Ujian di Akhir Ramadhan

đŸ“‘Catatan mudik 2016
Bensin #1 tol merak : Rp.210.000
Ferry : Rp.320.000
Bensin #2 Martapura: Rp.200.000

Catatan di atas diharapkan berakhir dengan beli bensin di Bukit Badantuang, menjelang masuk ke wilayah kabupaten kami.
Namun tidak..
Berhenti saja sampai di sana, karena tidak jauh dari Martapura, saya terbangun. Di kursi depan suami yang baru saja menggantikan da Yose menyetir sehabis subuh sudah tidak ada. Hanya asap yang mengepul dari airbag. Suara jerit kesakitan da Yose memecah. Di depan saya Ari rebah ke Atya yang duduk diam kebingungan, di samping Atya mama tertunduk ke depan. Darah tersebar. Pada kondisi itu saya hanya bisa melihat satu gambaran saja : rumah sakit. Saya butuh ambulan untuk ke IGD. Saya bergegas mengambil dompet, dan menyerahkan Atya dan Ifa ke seorang ibu di luar sana.

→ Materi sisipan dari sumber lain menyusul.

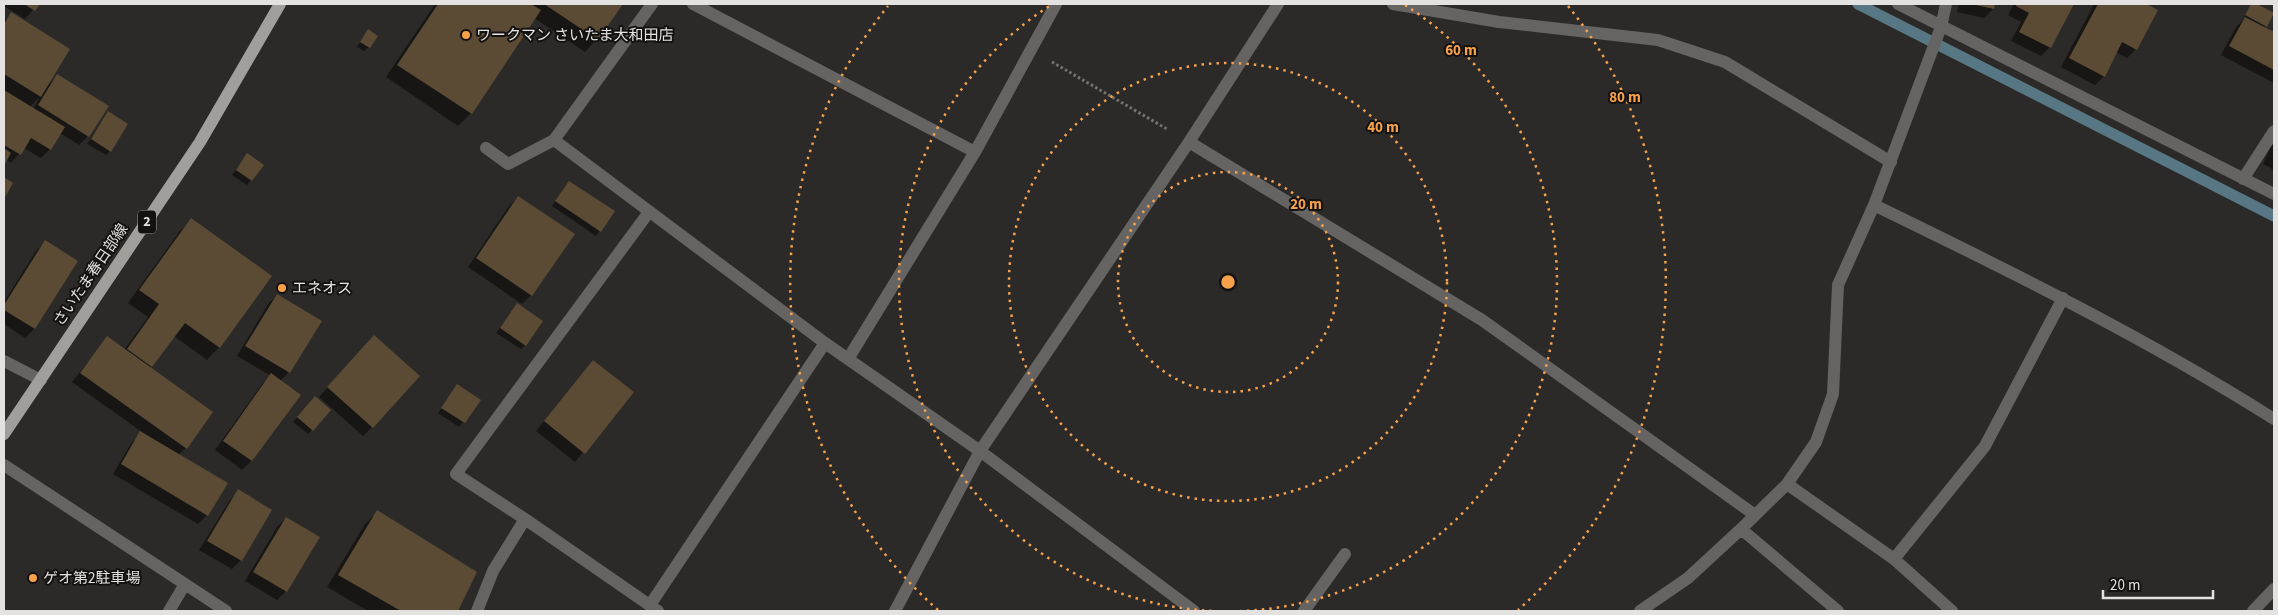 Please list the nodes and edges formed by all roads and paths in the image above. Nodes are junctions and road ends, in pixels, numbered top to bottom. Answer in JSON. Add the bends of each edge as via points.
{"nodes":[{"id":1,"x":280,"y":4,"type":"edge"},
{"id":2,"x":652,"y":4,"type":"edge"},
{"id":3,"x":693,"y":4,"type":"edge"},
{"id":4,"x":1056,"y":4,"type":"edge"},
{"id":5,"x":1278,"y":4,"type":"edge"},
{"id":6,"x":1393,"y":4,"type":"edge"},
{"id":7,"x":1898,"y":4,"type":"edge"},
{"id":8,"x":1946,"y":4,"type":"edge"},
{"id":9,"x":1941,"y":27,"type":"junction"},
{"id":10,"x":1032,"y":50,"type":"junction"},
{"id":11,"x":2274,"y":131,"type":"edge"},
{"id":12,"x":554,"y":140,"type":"junction"},
{"id":13,"x":1189,"y":142,"type":"junction"},
{"id":14,"x":486,"y":148,"type":"dead end"},
{"id":15,"x":975,"y":152,"type":"junction"},
{"id":16,"x":1891,"y":162,"type":"junction"},
{"id":17,"x":2243,"y":179,"type":"junction"},
{"id":18,"x":2274,"y":194,"type":"edge"},
{"id":19,"x":1874,"y":204,"type":"junction"},
{"id":20,"x":649,"y":212,"type":"junction"},
{"id":21,"x":2063,"y":298,"type":"junction"},
{"id":22,"x":825,"y":343,"type":"junction"},
{"id":23,"x":848,"y":359,"type":"junction"},
{"id":24,"x":4,"y":361,"type":"edge"},
{"id":25,"x":41,"y":380,"type":"junction"},
{"id":26,"x":2274,"y":419,"type":"edge"},
{"id":27,"x":4,"y":434,"type":"edge"},
{"id":28,"x":980,"y":451,"type":"junction"},
{"id":29,"x":4,"y":465,"type":"edge"},
{"id":30,"x":1787,"y":484,"type":"junction"},
{"id":31,"x":1755,"y":514,"type":"junction"},
{"id":32,"x":525,"y":519,"type":"junction"},
{"id":33,"x":1741,"y":529,"type":"junction"},
{"id":34,"x":1345,"y":554,"type":"dead end"},
{"id":35,"x":1894,"y":559,"type":"junction"},
{"id":36,"x":185,"y":584,"type":"junction"},
{"id":37,"x":2274,"y":588,"type":"edge"},
{"id":38,"x":654,"y":608,"type":"edge"},
{"id":39,"x":169,"y":611,"type":"edge"},
{"id":40,"x":226,"y":611,"type":"edge"},
{"id":41,"x":477,"y":611,"type":"edge"},
{"id":42,"x":895,"y":611,"type":"edge"},
{"id":43,"x":1194,"y":611,"type":"edge"},
{"id":44,"x":1304,"y":611,"type":"edge"},
{"id":45,"x":1640,"y":611,"type":"edge"},
{"id":46,"x":1838,"y":611,"type":"edge"},
{"id":47,"x":1952,"y":611,"type":"edge"},
{"id":48,"x":2253,"y":611,"type":"edge"}],
"edges":[{"from":1,"to":25,"type":"main road","name":"さいたま春日部線","number":"2","via":[[200,142]]},
{"from":2,"to":12,"type":"street"},
{"from":3,"to":15,"type":"street"},
{"from":4,"to":10,"type":"street"},
{"from":5,"to":13,"type":"street"},
{"from":6,"to":16,"type":"street","via":[[1499,22],[1658,40],[1725,62]]},
{"from":7,"to":9,"type":"street"},
{"from":8,"to":9,"type":"street"},
{"from":9,"to":16,"type":"street"},
{"from":9,"to":17,"type":"street"},
{"from":10,"to":13,"type":"path"},
{"from":10,"to":15,"type":"street"},
{"from":11,"to":17,"type":"street"},
{"from":12,"to":14,"type":"street","via":[[508,164]]},
{"from":12,"to":20,"type":"street"},
{"from":13,"to":28,"type":"street"},
{"from":13,"to":31,"type":"street","via":[[1482,320]]},
{"from":15,"to":23,"type":"street"},
{"from":16,"to":19,"type":"street"},
{"from":17,"to":18,"type":"street"},
{"from":19,"to":21,"type":"street"},
{"from":19,"to":30,"type":"street","via":[[1838,285],[1833,394],[1816,442]]},
{"from":20,"to":22,"type":"street"},
{"from":20,"to":32,"type":"street","via":[[456,474]]},
{"from":21,"to":26,"type":"street"},
{"from":21,"to":35,"type":"street","via":[[1985,446]]},
{"from":22,"to":23,"type":"street"},
{"from":22,"to":38,"type":"street"},
{"from":23,"to":28,"type":"street"},
{"from":24,"to":25,"type":"street"},
{"from":25,"to":27,"type":"main road","name":"さいたま春日部線","number":"2"},
{"from":28,"to":42,"type":"street"},
{"from":28,"to":43,"type":"street"},
{"from":29,"to":36,"type":"street"},
{"from":30,"to":31,"type":"street"},
{"from":30,"to":35,"type":"street"},
{"from":31,"to":33,"type":"street"},
{"from":32,"to":38,"type":"street"},
{"from":32,"to":41,"type":"street","via":[[493,571]]},
{"from":33,"to":45,"type":"street","via":[[1688,578]]},
{"from":33,"to":46,"type":"street"},
{"from":34,"to":44,"type":"street"},
{"from":35,"to":47,"type":"street"},
{"from":36,"to":39,"type":"street"},
{"from":36,"to":40,"type":"street"},
{"from":37,"to":48,"type":"street"}]} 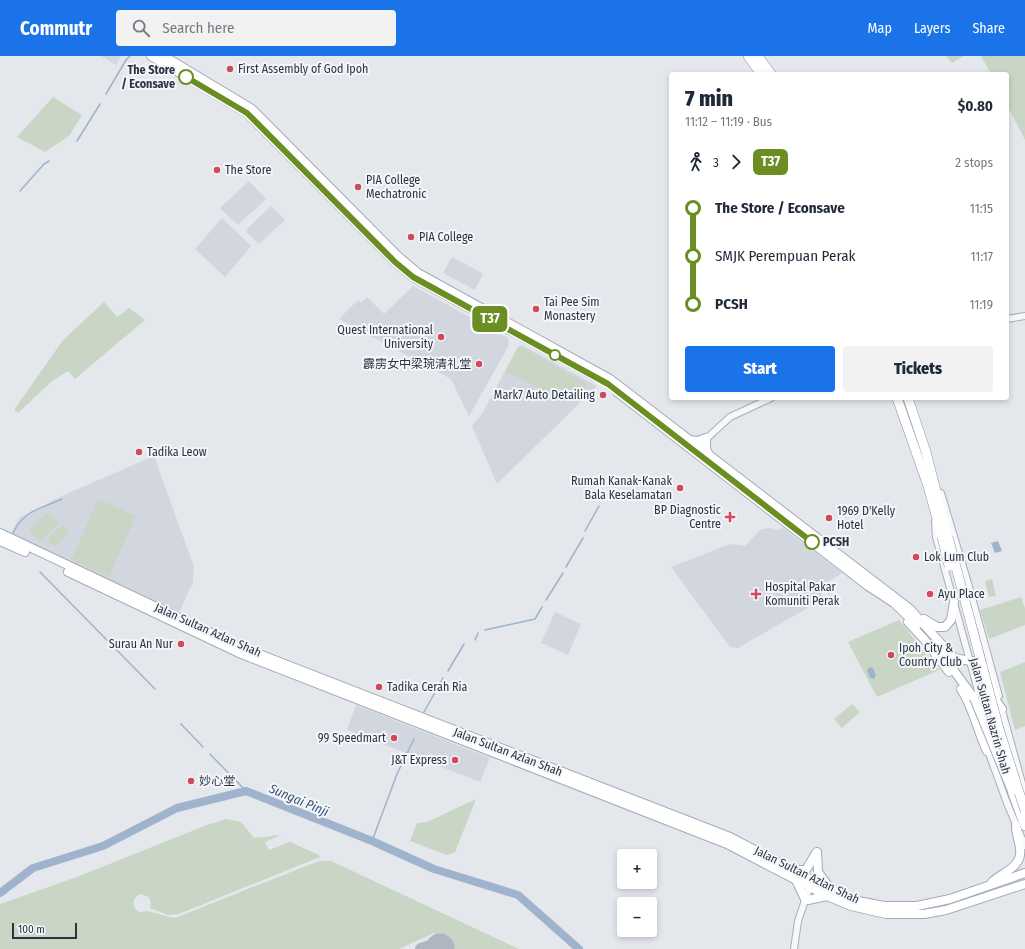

Begitu keluar, suami mengangguk ke saya, wajahnya sedemikian pucat. Tidak banyak yang kami bicarakan, namun kita sepakat bahwa saya akan bertanggung jawab untuk keluarga yang terluka dan suami mengurus mobil dan barang.

Banyak hal yang saya lupakan, hanya ada kilasan-kilasan seorang ibu mengulurkan air minum ke mama, suami yang memegang kepala Ari, suara da Yose, sandal jepit yang disarungkan entah oleh siapa ke kaki saya. Riuh sekali ucapan-ucapan yang mengambang ke udara pagi : ban pecah, jaga barang, tugu, sering kecelakaan, kantor polisi..
Entah apalagi, saya luput mengingatnya.

Di perjalanan dengan angkot ke RS saya menahan kaki Da Yose seraya berharap mama dan Ari di ambulan sana baik-baik saja. Bujukan pada da Yose pun berbarengan dengan jawaban pada pertanyaan anak-anak.
Apakah kita tetap pulang kampung Nda?
Mobil kita kenapa bisa hancur?
Apa kaki mamak bisa diperbaiki?
Bagaimana kita bisa pulang?
Baju Atya siapakah yang membereskan?
Bisakah bunda memastikan kalau tadi ayah tidak luka?

RSUD Ibnu Sutowo berjarak 15 menit perjalanan namun rasanya jauh sekali. Saya tidak tega mendengar jeritan uda setiap kali mobil berguncang di jalanan yang tidak rata. Kemudian selama di RS kayaknya saya bergerak seperti robot. Selama mama, Ari dan da Yose mendapatkan pertolongan di IGD saya mengurus administrasi, menjawab banyak pertanyaan prosedural RS, memberi banyak sekali data pada polisi dan pihak asuransi. Saya tidak sempat berpikir tentang BPJS mama, kemudian saya tidak tahu tentang kartu BPJS uda dan Ari, entah sudah jadi atau belum. Kemudian di dinding RS ada penjelasan dengan asteriks berbunyi kecelakaan tunggal tidak ditanggung asuransi. Sehingga semua pengobatan pun saya minta dijadikan pelayanan umum.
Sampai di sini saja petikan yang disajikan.